━━━ INPUT RECORDS ━━━
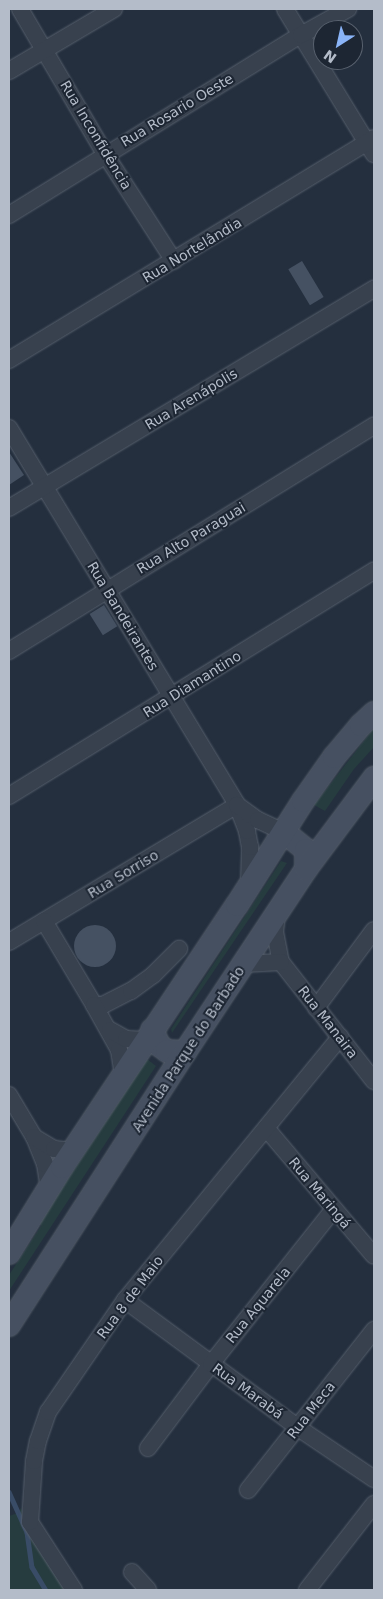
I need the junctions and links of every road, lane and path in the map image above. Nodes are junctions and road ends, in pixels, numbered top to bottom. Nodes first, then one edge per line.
1 (20, 9) edge
2 (114, 9) edge
3 (285, 9) edge
4 (348, 9) edge
5 (301, 35) junction
6 (46, 49) junction
7 (9, 71) edge
8 (372, 144) edge
9 (106, 154) junction
10 (9, 215) edge
11 (174, 261) junction
12 (374, 289) edge
13 (9, 360) edge
14 (374, 426) edge
15 (9, 428) edge
16 (45, 487) junction
17 (9, 508) edge
18 (374, 571) edge
19 (106, 589) junction
20 (9, 651) edge
21 (172, 697) junction
22 (374, 713) edge
23 (374, 778) edge
24 (9, 796) edge
25 (237, 805) junction
26 (284, 832) junction
27 (306, 868) junction
28 (249, 886) junction
29 (277, 915) junction
30 (44, 921) junction
31 (374, 930) edge
32 (9, 942) edge
33 (179, 949) dead end
34 (281, 962) junction
35 (244, 964) junction
36 (94, 1005) junction
37 (316, 1008) junction
38 (110, 1030) junction
39 (149, 1035) junction
40 (340, 1037) junction
41 (185, 1052) junction
42 (123, 1075) junction
43 (374, 1081) edge
44 (9, 1096) edge
45 (266, 1128) junction
46 (34, 1137) junction
47 (72, 1151) junction
48 (49, 1188) junction
49 (333, 1210) junction
50 (9, 1253) edge
51 (374, 1256) edge
52 (125, 1300) junction
53 (9, 1325) edge
54 (374, 1330) edge
55 (211, 1364) junction
56 (297, 1427) junction
57 (148, 1448) dead end
58 (374, 1479) edge
59 (248, 1490) dead end
60 (374, 1504) edge
61 (132, 1572) dead end
62 (74, 1590) edge
63 (148, 1590) edge
64 (307, 1590) edge

1 - 6 street, Rua Inconfidência
2 - 6 street
3 - 5 street
4 - 5 street, Rua Rosario Oeste
5 - 8 street
5 - 9 street, Rua Rosario Oeste
6 - 7 street
6 - 9 street, Rua Inconfidência
8 - 11 street, Rua Nortelândia
9 - 10 street, Rua Rosario Oeste
9 - 11 street, Rua Inconfidência
11 - 13 street, Rua Nortelândia
12 - 16 street, Rua Arenápolis
14 - 19 street, Rua Alto Paraguai
15 - 16 street, Rua Bandeirantes
16 - 17 street, Rua Arenápolis
16 - 19 street, Rua Bandeirantes
18 - 21 street, Rua Diamantino
19 - 20 street, Rua Alto Paraguai
19 - 21 street, Rua Bandeirantes
21 - 24 street, Rua Diamantino
21 - 25 street, Rua Bandeirantes
22 - 26 main road
23 - 27 main road, Avenida Parque do Barbado
25 - 26 street, Rua Bandeirantes
25 - 28 street, Rua Bandeirantes
25 - 30 street, Rua Sorriso
26 - 27 main road
26 - 28 main road
27 - 29 main road, Avenida Parque do Barbado
28 - 39 main road
29 - 34 street, Rua Manaira
29 - 35 main road, Avenida Parque do Barbado
30 - 32 street, Rua Sorriso
30 - 36 street
31 - 37 street
33 - 36 street
34 - 35 street
34 - 37 street, Rua Manaira
35 - 41 main road, Avenida Parque do Barbado
36 - 38 street
37 - 40 street, Rua Manaira
38 - 39 street
38 - 42 street
39 - 41 main road
39 - 42 main road
40 - 43 street, Rua Manaira
40 - 45 street, Rua 8 de Maio
41 - 53 main road, Avenida Parque do Barbado
42 - 47 main road
44 - 46 street
45 - 49 street, Rua Maringá
45 - 52 street, Rua 8 de Maio
46 - 47 street
46 - 48 street
47 - 48 main road
48 - 50 main road
49 - 51 street, Rua Maringá
49 - 55 street, Rua Aquarela
52 - 55 street, Rua Marabá
52 - 62 street, Rua 8 de Maio
54 - 56 street, Rua Meca
55 - 56 street, Rua Marabá
55 - 57 street, Rua Aquarela
56 - 58 street, Rua Marabá
56 - 59 street, Rua Meca
60 - 64 street
61 - 63 street

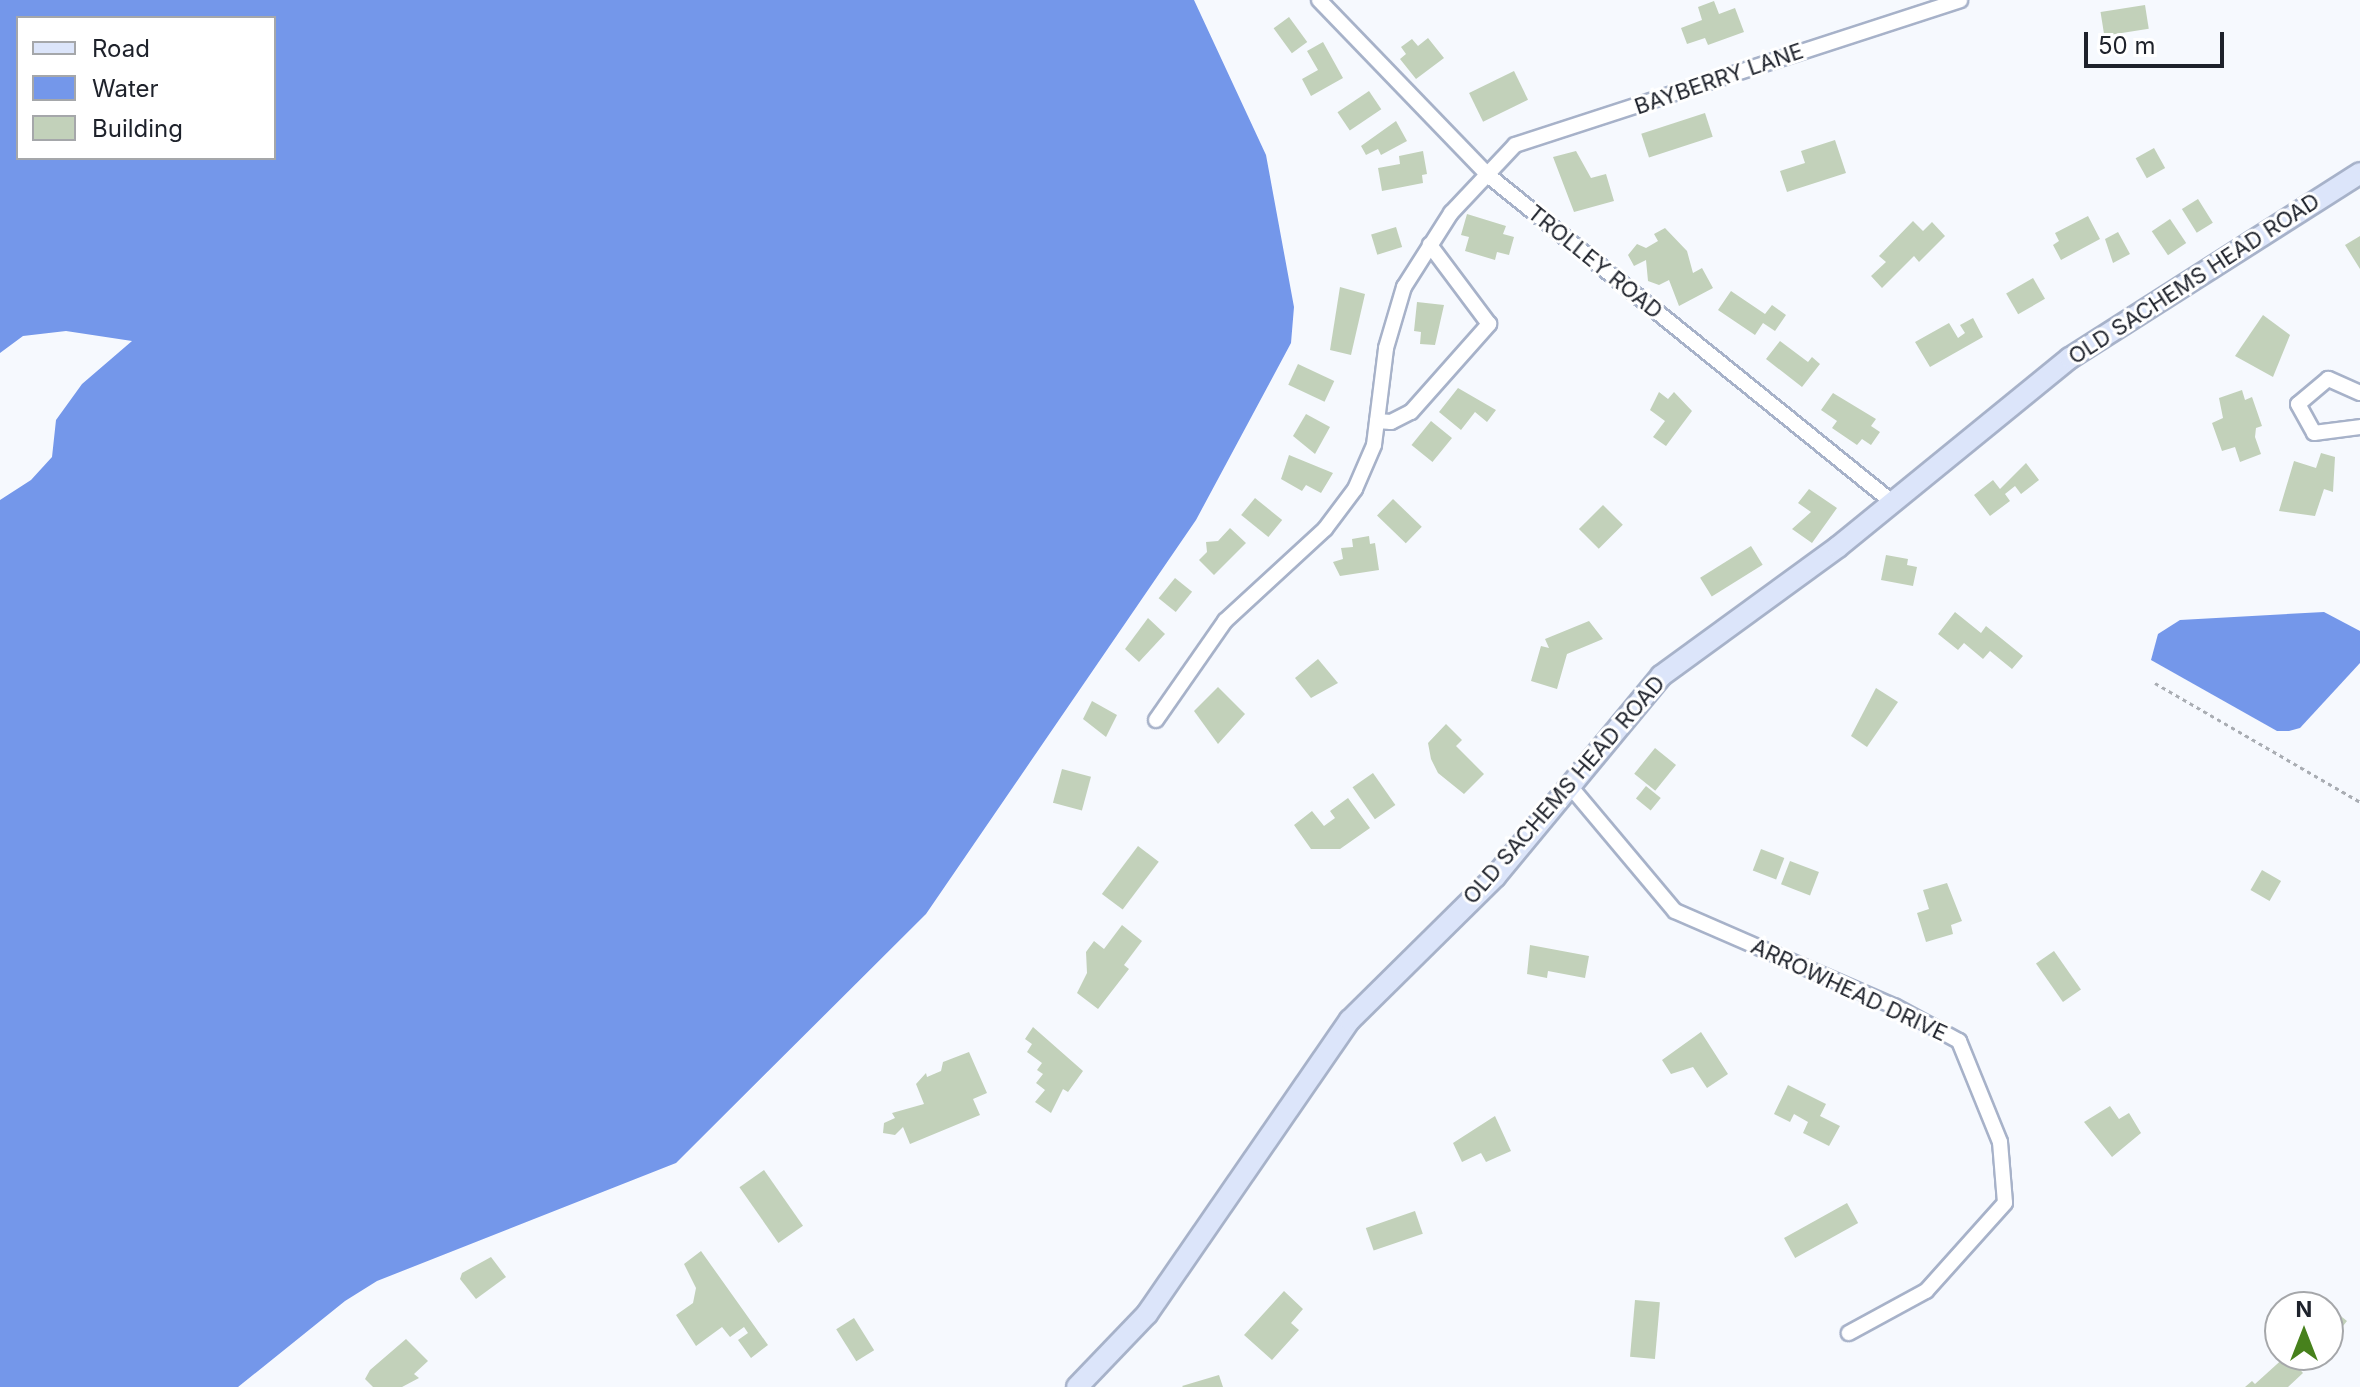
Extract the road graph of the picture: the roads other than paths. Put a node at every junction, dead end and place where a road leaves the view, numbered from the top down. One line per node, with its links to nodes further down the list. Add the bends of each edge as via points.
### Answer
1 (1319, 0): 4 (street, TROLLEY ROAD)
2 (1960, 0): 4 (street, BAYBERRY LANE, via 1515,145)
3 (2360, 173): 9 (street, OLD SACHEMS HEAD ROAD, via 2107,331)
4 (1489, 176): 5 (street, BAYBERRY LANE, via 1457,205); 9 (street, TROLLEY ROAD)
5 (1430, 245): 7 (street, BAYBERRY LANE, via 1396,306); 7 (street, via 1489,324 1411,412 1391,422)
6 (2360, 393): 8 (street, via 2328,379 2298,404 2314,433)
7 (1377, 421): 10 (street, BAYBERRY LANE, via 1366,467 1341,510 1257,596 1225,621)
8 (2360, 427)
9 (1892, 502): 11 (street, OLD SACHEMS HEAD ROAD, via 1795,579 1683,655 1636,702)
10 (1156, 720)
11 (1570, 786): 12 (street, ARROWHEAD DRIVE, via 1675,911 1894,1006 1959,1041 2000,1142 2005,1203 1926,1291); 13 (street, OLD SACHEMS HEAD ROAD, via 1495,877 1350,1020 1147,1314)
12 (1849, 1333)
13 (1081, 1386)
━━━
## PROBLEM REQUIREMENTS
Within the entries, find all lines holding "Alto" and copy each one.

## EXERCISE ANSWER
14 - 19 street, Rua Alto Paraguai
19 - 20 street, Rua Alto Paraguai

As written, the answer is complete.